C’est pour cette raison que les CEMEA sont membres de la Maison des Citoyens du Monde et participent à certaines manifestations (deux cafés pédagogiques par exemple dans le cadre de la semaine de la solidarité internationale en novembre 2007)

De même les CEMEA ont été la structure qui a permis la mise en place du projet « Des ponts au-delà du mur » au cours de l’été 2007. Les CEMEA sont à l’initiative de la création de l’association Génération Palestine 44.
Au cours de l’été 2007, ce sont 10 jeunes (18-35 ans) qui sont partis en Palestine. Ces séjours d’été sont l’occasion de découvrir par eux-mêmes la réalité du quotidien des Palestiniens, la réalité de l’occupation, de la ségrégation par le mur... . La compréhension géopolitique de ce conflit est un acte majeur même au niveau de la politique locale. Elle permet de comprendre que ce conflit n’oppose pas deux civilisations (les occidentaux contre les musulmans). Le conflit qui oppose le peuple palestinien, privé d’Etat, à Israël, n’est ni religieux, ni culturel, ni ethnique ; il s’agit encore moins d’une « guerre contre le terrorisme ». La situation est certes complexe mais le respect du droit, par tous, est la seule alternative à la loi du plus fort, à la guerre et à la logique simpliste du « choc des civilisations », qui fait de la diversité un facteur d’affrontement.

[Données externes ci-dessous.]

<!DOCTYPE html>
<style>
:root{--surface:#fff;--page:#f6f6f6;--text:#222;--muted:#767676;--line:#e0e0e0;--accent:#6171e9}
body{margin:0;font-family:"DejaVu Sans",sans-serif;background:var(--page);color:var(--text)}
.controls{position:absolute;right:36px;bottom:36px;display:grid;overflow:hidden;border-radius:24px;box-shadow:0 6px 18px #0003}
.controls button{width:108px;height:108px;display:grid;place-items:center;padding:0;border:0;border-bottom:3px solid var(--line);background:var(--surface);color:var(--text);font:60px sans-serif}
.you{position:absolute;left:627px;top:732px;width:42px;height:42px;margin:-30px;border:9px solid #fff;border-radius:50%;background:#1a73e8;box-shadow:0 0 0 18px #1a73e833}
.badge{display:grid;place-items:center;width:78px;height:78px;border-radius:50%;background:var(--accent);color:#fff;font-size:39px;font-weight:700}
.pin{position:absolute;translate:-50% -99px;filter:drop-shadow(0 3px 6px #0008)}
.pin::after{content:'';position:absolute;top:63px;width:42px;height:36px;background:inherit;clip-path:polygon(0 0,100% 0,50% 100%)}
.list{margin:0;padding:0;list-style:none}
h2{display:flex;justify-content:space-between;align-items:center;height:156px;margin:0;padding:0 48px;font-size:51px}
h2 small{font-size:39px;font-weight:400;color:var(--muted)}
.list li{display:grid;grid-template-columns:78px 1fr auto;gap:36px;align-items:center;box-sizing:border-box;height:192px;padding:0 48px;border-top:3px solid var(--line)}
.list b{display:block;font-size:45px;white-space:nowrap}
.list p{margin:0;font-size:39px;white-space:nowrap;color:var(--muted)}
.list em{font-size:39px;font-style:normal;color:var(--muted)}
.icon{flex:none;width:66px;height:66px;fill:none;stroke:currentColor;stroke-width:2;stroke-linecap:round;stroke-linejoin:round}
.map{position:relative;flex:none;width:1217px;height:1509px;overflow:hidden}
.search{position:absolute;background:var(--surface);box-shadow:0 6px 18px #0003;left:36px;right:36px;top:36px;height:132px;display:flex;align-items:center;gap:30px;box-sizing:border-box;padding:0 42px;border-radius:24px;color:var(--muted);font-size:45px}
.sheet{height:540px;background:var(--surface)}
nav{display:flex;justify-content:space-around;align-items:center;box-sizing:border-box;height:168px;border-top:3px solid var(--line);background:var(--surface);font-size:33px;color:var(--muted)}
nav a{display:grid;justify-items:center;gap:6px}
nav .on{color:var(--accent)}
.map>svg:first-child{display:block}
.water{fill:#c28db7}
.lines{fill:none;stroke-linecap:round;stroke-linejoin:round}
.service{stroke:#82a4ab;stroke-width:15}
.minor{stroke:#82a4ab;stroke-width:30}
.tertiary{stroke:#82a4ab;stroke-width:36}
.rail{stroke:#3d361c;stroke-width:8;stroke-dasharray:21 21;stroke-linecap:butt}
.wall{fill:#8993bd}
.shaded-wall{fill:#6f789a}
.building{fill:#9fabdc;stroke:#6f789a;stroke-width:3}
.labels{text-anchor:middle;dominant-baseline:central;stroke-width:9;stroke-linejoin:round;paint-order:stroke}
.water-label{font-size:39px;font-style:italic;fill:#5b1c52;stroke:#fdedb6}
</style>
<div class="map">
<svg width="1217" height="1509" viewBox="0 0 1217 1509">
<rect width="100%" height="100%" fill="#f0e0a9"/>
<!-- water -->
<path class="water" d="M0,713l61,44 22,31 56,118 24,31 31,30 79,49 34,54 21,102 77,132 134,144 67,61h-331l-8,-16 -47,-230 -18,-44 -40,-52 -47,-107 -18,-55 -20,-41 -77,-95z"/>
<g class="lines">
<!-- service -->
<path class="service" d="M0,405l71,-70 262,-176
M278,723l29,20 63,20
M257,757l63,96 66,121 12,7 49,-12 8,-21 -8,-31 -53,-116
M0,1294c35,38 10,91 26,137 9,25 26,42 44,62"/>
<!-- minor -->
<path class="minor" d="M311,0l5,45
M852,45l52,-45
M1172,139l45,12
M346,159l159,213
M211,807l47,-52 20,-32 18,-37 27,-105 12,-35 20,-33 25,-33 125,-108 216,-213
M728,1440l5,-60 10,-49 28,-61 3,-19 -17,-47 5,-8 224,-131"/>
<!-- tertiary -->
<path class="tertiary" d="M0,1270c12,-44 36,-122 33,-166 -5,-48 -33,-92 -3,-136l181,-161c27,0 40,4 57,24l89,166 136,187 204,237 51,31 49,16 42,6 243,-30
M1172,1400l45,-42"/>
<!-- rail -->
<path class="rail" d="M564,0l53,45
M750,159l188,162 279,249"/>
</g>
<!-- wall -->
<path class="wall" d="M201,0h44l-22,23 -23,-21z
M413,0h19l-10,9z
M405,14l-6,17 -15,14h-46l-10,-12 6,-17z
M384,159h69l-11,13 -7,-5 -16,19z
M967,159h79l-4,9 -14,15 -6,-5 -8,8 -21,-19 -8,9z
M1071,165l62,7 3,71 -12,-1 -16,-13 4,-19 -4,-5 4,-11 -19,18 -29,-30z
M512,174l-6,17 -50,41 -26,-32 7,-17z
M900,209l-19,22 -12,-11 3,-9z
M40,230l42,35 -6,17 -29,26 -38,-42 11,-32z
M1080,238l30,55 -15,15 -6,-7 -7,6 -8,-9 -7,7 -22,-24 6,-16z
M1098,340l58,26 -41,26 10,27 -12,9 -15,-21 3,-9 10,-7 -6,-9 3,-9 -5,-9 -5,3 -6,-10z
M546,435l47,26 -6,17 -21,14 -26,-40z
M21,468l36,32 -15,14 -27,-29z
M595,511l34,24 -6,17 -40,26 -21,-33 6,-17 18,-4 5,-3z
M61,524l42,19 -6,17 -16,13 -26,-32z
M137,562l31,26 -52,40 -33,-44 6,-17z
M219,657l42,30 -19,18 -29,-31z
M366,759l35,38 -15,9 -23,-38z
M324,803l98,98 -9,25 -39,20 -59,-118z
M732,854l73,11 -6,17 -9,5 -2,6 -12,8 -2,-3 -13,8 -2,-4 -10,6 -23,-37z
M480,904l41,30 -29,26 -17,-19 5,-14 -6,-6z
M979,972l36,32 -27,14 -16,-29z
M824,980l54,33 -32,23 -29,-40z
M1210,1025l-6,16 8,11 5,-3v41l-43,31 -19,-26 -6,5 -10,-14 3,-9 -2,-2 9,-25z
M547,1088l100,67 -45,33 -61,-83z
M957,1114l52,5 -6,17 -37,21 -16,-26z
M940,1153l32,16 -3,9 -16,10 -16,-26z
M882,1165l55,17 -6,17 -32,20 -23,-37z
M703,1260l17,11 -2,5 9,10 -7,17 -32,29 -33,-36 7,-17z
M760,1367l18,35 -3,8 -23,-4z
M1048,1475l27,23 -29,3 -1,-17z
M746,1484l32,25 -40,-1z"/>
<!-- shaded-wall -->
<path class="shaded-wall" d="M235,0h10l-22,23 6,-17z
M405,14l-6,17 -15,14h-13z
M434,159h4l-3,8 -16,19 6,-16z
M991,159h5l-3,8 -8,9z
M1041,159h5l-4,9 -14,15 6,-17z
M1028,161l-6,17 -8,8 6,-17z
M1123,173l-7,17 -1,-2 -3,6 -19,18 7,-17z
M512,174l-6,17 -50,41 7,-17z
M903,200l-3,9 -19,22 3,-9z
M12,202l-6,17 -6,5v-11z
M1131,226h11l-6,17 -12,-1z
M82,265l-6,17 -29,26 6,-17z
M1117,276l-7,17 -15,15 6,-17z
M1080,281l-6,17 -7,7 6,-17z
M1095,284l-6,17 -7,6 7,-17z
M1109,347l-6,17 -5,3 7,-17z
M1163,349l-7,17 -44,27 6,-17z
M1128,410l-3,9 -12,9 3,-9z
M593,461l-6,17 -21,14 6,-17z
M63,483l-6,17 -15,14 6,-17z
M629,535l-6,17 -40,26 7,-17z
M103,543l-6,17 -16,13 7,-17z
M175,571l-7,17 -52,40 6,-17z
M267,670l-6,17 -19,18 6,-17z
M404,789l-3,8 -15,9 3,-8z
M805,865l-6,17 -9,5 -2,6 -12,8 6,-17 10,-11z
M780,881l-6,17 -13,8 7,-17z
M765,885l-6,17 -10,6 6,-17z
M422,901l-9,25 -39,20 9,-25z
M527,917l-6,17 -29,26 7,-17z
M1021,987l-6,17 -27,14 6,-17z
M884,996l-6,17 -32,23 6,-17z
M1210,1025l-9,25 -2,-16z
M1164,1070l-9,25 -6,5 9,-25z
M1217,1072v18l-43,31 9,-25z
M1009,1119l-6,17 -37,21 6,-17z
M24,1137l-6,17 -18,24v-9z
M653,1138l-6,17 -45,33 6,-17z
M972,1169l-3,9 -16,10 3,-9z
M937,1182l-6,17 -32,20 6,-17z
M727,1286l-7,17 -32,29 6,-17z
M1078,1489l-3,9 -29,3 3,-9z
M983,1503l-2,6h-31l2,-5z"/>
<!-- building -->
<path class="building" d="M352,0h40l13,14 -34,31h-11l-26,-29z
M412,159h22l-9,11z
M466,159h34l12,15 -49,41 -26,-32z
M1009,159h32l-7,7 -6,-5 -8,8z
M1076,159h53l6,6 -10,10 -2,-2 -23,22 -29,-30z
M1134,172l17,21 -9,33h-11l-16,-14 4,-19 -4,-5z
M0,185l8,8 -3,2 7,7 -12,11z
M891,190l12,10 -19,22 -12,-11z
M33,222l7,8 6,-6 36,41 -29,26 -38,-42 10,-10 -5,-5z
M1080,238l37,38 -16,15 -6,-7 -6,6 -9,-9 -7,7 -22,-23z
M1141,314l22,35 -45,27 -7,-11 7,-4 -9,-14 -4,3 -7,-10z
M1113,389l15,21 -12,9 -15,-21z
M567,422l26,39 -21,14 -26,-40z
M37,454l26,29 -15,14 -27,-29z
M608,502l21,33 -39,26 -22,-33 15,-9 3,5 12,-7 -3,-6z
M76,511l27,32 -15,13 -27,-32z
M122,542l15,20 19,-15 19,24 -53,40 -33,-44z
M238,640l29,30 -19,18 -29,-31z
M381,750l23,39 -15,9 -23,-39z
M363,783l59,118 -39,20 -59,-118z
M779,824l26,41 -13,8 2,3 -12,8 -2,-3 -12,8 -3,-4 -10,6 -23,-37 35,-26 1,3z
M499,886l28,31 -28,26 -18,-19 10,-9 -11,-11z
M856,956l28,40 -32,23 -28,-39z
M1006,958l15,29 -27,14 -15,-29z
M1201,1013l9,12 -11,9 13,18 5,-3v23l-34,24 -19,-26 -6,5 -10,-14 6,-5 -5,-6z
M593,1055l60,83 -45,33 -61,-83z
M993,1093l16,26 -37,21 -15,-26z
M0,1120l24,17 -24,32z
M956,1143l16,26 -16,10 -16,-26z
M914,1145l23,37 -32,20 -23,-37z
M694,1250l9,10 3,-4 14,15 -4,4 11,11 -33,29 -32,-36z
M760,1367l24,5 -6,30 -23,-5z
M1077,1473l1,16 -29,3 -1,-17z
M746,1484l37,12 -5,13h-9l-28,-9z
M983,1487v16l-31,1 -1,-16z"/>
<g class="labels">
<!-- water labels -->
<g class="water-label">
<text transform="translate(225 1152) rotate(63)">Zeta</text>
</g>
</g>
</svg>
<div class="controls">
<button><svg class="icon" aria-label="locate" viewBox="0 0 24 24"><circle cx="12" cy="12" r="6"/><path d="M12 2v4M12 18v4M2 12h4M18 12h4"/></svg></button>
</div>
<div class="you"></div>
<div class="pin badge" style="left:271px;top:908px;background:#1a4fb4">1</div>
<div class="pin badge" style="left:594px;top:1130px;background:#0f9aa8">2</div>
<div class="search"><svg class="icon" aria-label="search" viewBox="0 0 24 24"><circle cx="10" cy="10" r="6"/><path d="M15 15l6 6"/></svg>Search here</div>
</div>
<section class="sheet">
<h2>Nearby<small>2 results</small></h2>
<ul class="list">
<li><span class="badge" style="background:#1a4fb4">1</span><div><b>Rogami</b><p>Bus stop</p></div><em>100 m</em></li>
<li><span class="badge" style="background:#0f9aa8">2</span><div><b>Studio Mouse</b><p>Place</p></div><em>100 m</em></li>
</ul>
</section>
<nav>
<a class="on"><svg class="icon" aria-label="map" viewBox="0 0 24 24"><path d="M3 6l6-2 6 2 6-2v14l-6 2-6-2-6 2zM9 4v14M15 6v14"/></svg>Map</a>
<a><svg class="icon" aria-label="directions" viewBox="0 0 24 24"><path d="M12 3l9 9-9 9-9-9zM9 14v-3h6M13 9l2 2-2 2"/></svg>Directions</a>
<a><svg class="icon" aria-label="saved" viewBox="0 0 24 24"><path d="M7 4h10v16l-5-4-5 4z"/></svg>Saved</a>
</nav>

C’est la seule solution pour une paix juste entre Palestiniens et Israéliens.
Le projet est bien un projet de solidarité parce que :
nous organisons une restitution au retour sur la Palestine (exposition réalisée par les CEMEA présente en Novembre à Cosmopolis, pendant Ramdam en mars 2008...)
ce projet concerne des jeunes d’origines sociales différentes (billets d’avions pris en charge collectivement en fonction des moyens des personnes)
nous avons co-animé un centre de loisirs sur le camp de réfugiés de Faraa avec une organisation scout laïque locale. D’ailleurs 5 membres de cette organisation se sont rendus en France trois semaines en juin 2007 dont une semaine sur Piriac sur mer.
L’objectif était bien de se donner les moyens de ce partenariat et de cette co-construction.